THE PROBLEM
Your answer should hold every line of the records below that contains the string "улица".

Saved entries:
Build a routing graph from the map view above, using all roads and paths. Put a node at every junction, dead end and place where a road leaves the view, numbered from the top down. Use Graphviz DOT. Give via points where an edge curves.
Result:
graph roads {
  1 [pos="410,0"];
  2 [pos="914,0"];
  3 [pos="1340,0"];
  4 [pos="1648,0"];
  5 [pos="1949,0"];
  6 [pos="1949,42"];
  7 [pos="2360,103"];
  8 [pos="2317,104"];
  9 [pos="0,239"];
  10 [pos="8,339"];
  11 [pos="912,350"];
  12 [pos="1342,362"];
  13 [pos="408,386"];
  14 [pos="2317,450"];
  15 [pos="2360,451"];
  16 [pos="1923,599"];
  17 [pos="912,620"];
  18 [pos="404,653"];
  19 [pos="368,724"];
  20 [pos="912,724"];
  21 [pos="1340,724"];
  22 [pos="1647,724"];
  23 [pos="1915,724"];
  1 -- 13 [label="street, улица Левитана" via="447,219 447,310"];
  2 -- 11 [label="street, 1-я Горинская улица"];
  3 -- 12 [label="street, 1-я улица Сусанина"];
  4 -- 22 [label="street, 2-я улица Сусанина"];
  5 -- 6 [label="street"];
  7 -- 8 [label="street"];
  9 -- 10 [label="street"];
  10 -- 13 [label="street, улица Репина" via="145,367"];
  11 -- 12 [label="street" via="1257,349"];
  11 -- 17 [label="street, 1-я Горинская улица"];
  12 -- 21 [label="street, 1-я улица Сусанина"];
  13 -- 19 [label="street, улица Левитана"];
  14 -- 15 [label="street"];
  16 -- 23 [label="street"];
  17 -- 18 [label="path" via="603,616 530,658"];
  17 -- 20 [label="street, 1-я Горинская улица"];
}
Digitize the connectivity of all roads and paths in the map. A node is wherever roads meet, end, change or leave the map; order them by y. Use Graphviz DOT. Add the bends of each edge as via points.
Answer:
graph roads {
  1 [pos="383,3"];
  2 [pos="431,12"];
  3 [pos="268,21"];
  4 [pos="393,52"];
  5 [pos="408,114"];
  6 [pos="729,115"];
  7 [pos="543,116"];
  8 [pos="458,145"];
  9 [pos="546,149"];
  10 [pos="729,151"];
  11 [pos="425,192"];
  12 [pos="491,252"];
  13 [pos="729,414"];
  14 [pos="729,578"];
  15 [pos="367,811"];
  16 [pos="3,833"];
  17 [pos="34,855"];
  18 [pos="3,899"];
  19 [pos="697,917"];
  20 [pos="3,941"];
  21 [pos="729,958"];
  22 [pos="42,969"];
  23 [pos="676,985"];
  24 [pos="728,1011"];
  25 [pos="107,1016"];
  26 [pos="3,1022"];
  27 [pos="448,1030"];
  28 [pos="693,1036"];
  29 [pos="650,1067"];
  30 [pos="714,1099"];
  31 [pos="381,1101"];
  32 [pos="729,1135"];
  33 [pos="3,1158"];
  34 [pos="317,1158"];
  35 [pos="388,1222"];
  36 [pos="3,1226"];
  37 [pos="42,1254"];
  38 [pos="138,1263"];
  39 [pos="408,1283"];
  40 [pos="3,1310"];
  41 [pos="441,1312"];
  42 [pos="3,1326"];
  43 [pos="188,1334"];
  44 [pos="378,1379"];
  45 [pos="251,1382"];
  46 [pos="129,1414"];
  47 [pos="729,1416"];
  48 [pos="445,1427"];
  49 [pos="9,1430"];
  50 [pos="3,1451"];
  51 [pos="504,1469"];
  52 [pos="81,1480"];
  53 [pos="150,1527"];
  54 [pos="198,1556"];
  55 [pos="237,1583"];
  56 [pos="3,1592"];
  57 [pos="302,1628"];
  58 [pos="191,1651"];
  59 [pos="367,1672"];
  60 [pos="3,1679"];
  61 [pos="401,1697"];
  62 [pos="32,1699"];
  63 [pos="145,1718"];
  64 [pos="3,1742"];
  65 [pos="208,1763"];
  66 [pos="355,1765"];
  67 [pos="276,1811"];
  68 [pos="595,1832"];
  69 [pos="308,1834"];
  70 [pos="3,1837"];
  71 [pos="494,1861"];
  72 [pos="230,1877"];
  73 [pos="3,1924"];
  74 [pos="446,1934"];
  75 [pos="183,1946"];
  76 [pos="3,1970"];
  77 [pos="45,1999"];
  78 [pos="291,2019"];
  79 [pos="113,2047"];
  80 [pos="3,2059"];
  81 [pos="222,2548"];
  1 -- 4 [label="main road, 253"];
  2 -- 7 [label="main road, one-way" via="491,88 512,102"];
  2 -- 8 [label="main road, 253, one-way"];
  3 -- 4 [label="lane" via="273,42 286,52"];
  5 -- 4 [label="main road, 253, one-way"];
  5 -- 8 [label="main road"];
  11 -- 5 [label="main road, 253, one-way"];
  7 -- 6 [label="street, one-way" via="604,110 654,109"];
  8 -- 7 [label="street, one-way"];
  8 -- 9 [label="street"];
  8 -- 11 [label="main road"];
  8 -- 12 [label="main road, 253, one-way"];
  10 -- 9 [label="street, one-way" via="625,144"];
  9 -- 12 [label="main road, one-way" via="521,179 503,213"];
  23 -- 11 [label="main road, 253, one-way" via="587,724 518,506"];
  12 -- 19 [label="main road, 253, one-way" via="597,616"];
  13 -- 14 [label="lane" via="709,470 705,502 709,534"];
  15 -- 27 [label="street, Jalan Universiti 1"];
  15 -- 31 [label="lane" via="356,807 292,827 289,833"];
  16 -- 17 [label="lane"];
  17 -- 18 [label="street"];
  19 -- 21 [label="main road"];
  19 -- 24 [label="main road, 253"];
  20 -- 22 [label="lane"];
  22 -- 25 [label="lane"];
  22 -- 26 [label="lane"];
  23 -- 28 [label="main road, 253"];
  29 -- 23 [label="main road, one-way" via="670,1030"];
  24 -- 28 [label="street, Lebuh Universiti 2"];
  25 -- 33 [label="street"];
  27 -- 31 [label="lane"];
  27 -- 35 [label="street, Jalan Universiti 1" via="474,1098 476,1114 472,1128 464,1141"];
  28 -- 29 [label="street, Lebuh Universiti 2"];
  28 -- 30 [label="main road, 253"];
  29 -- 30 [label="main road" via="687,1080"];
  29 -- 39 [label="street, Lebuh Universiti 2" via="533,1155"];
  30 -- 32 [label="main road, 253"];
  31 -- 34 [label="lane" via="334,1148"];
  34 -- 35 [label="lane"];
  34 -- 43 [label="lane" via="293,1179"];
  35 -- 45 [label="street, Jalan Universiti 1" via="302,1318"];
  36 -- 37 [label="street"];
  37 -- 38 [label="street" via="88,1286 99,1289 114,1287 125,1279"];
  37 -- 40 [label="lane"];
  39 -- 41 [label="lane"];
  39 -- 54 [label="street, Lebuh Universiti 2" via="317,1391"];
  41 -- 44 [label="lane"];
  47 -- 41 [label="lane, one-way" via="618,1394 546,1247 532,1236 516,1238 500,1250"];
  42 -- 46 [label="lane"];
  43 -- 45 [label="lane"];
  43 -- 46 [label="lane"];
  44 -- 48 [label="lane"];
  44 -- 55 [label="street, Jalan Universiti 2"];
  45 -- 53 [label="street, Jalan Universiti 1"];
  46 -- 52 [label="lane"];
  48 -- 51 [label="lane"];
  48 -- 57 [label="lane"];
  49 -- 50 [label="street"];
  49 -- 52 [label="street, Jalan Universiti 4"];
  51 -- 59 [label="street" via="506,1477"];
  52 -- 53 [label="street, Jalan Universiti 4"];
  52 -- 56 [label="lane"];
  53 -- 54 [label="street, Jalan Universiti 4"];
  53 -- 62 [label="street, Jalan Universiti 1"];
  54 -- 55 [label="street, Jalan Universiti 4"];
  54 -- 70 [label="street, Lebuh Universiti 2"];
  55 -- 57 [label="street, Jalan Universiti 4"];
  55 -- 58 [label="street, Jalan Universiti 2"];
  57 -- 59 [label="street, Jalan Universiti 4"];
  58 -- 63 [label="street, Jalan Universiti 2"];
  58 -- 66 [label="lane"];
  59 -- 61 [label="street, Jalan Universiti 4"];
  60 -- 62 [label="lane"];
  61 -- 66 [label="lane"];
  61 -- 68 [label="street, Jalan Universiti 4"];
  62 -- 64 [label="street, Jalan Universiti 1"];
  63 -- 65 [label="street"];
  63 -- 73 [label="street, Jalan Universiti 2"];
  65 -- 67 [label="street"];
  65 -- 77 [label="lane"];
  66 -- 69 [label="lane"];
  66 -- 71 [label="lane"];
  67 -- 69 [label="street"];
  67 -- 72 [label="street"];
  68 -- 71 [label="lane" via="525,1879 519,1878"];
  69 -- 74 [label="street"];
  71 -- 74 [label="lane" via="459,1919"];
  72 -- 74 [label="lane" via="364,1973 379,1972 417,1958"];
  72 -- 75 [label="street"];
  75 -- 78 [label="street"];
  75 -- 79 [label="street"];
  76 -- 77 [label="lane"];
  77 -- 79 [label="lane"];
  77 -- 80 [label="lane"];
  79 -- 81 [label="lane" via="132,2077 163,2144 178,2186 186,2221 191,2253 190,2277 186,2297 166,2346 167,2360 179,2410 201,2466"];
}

SOLUTION TO THIS TASK
  1 -- 13 [label="street, улица Левитана" via="447,219 447,310"];
  2 -- 11 [label="street, 1-я Горинская улица"];
  3 -- 12 [label="street, 1-я улица Сусанина"];
  4 -- 22 [label="street, 2-я улица Сусанина"];
  10 -- 13 [label="street, улица Репина" via="145,367"];
  11 -- 17 [label="street, 1-я Горинская улица"];
  12 -- 21 [label="street, 1-я улица Сусанина"];
  13 -- 19 [label="street, улица Левитана"];
  17 -- 20 [label="street, 1-я Горинская улица"];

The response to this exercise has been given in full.